**Task details:**
A complete, unaltered copy of the listing is needed. Write it out.

**Records:**
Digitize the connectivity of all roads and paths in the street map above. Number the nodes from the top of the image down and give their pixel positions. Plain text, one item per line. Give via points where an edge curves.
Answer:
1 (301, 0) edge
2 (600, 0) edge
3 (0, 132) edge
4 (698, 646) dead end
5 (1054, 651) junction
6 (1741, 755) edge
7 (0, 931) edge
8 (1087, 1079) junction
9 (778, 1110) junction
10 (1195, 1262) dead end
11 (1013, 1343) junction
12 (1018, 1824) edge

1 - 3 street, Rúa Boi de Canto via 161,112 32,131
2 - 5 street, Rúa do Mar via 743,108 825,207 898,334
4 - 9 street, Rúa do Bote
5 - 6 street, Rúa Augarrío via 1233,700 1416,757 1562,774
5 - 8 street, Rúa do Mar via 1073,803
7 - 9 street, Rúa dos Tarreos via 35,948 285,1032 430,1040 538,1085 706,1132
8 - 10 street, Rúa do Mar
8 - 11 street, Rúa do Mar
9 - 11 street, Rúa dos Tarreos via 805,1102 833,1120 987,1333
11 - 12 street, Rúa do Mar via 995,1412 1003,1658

**Worked solution:**
Digitize the connectivity of all roads and paths in the street map above. Number the nodes from the top of the image down and give their pixel positions. Plain text, one item per line. Give via points where an edge curves.
Answer:
1 (301, 0) edge
2 (600, 0) edge
3 (0, 132) edge
4 (698, 646) dead end
5 (1054, 651) junction
6 (1741, 755) edge
7 (0, 931) edge
8 (1087, 1079) junction
9 (778, 1110) junction
10 (1195, 1262) dead end
11 (1013, 1343) junction
12 (1018, 1824) edge

1 - 3 street, Rúa Boi de Canto via 161,112 32,131
2 - 5 street, Rúa do Mar via 743,108 825,207 898,334
4 - 9 street, Rúa do Bote
5 - 6 street, Rúa Augarrío via 1233,700 1416,757 1562,774
5 - 8 street, Rúa do Mar via 1073,803
7 - 9 street, Rúa dos Tarreos via 35,948 285,1032 430,1040 538,1085 706,1132
8 - 10 street, Rúa do Mar
8 - 11 street, Rúa do Mar
9 - 11 street, Rúa dos Tarreos via 805,1102 833,1120 987,1333
11 - 12 street, Rúa do Mar via 995,1412 1003,1658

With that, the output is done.